Zöbelboden

Der Zöbelboden wurde 1992 als einziger Integrated-Monitoring-Standort Österreichs (im Rahmen der UN-Konvention über weiträumige grenzüberschreitende Luftverschmutzung (CLRTAP)) eingerichtet. 2006 wurde er Teil von LTER Austria.
Der Zöbelboden umfasst ein 90 Hektar großes Wassereinzugsgebiet in einem Karstgebiet (500--950 m Seehöhe) im Nationalpark Kalkalpen. Untersuchungsschwerpunkte sind Klimawandelfolgen für Waldökosysteme, Kohlen- und Stickstoffkreislauf von Wäldern, Biodiversität und die Auswirkungen von Schadstoffimmissionen in bewaldete Wassereinzugsgebiete.

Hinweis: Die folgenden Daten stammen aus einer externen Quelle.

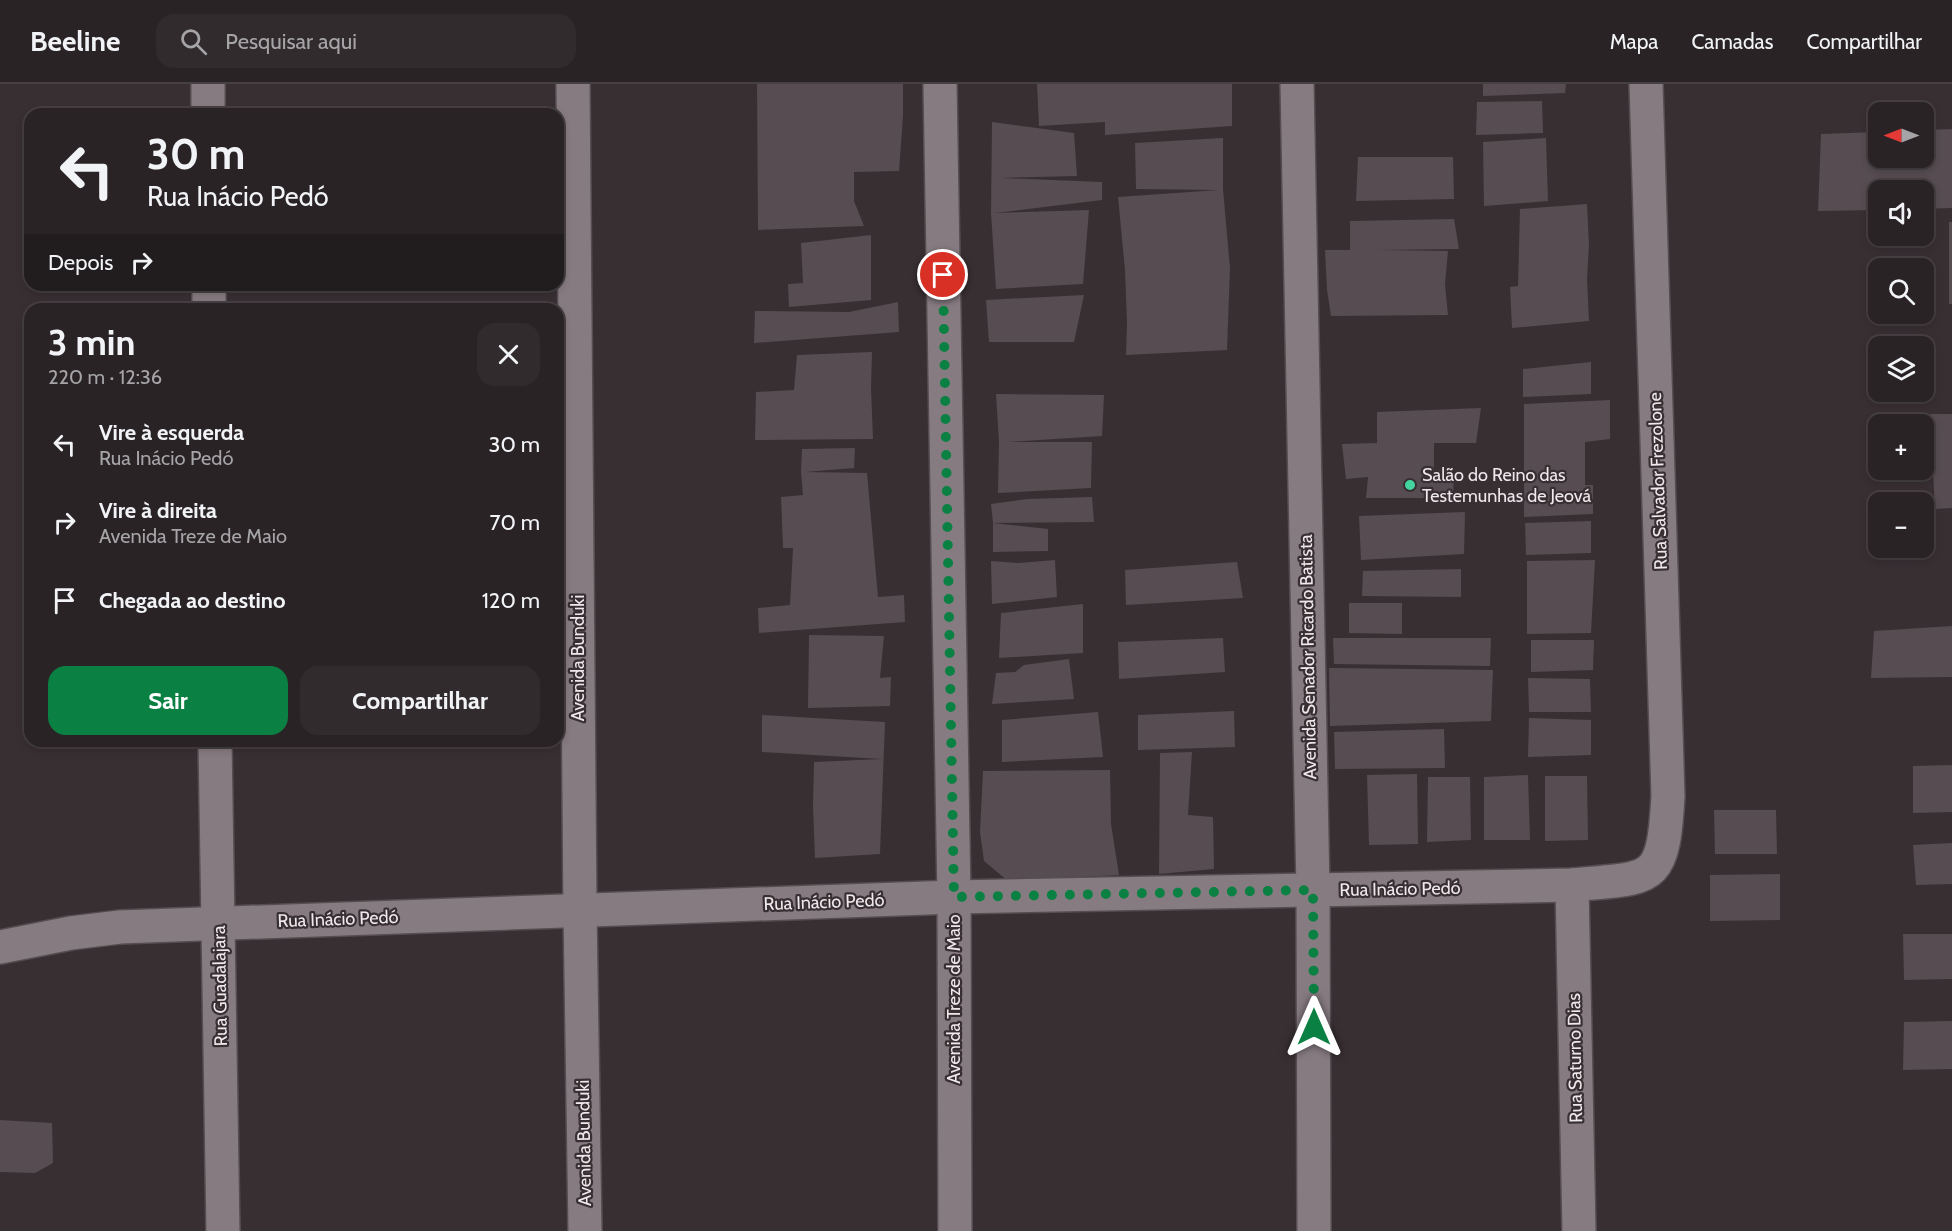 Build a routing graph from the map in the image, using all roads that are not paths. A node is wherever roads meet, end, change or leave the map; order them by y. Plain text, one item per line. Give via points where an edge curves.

Der Zöbelboden stellt eines der bestuntersuchten Einzugsgebiete Europas dar, mit langjährigen Messreihen für alle größeren Ökosystemkomponenten. Der Standort gehört zu zahlreichen nationalen und internationalen Monitoring- und Forschungsnetzwerken (ICP Integrated Monitoring, EMEP, LTER, forestREplot, SoilTemp, LifePlan, IG-L, EU NEC-D u. a.). Er wird vom Umweltbundesamt mit technischer Unterstützung des Nationalparks Kalkalpen und der Österreichischen Bundesforste betrieben.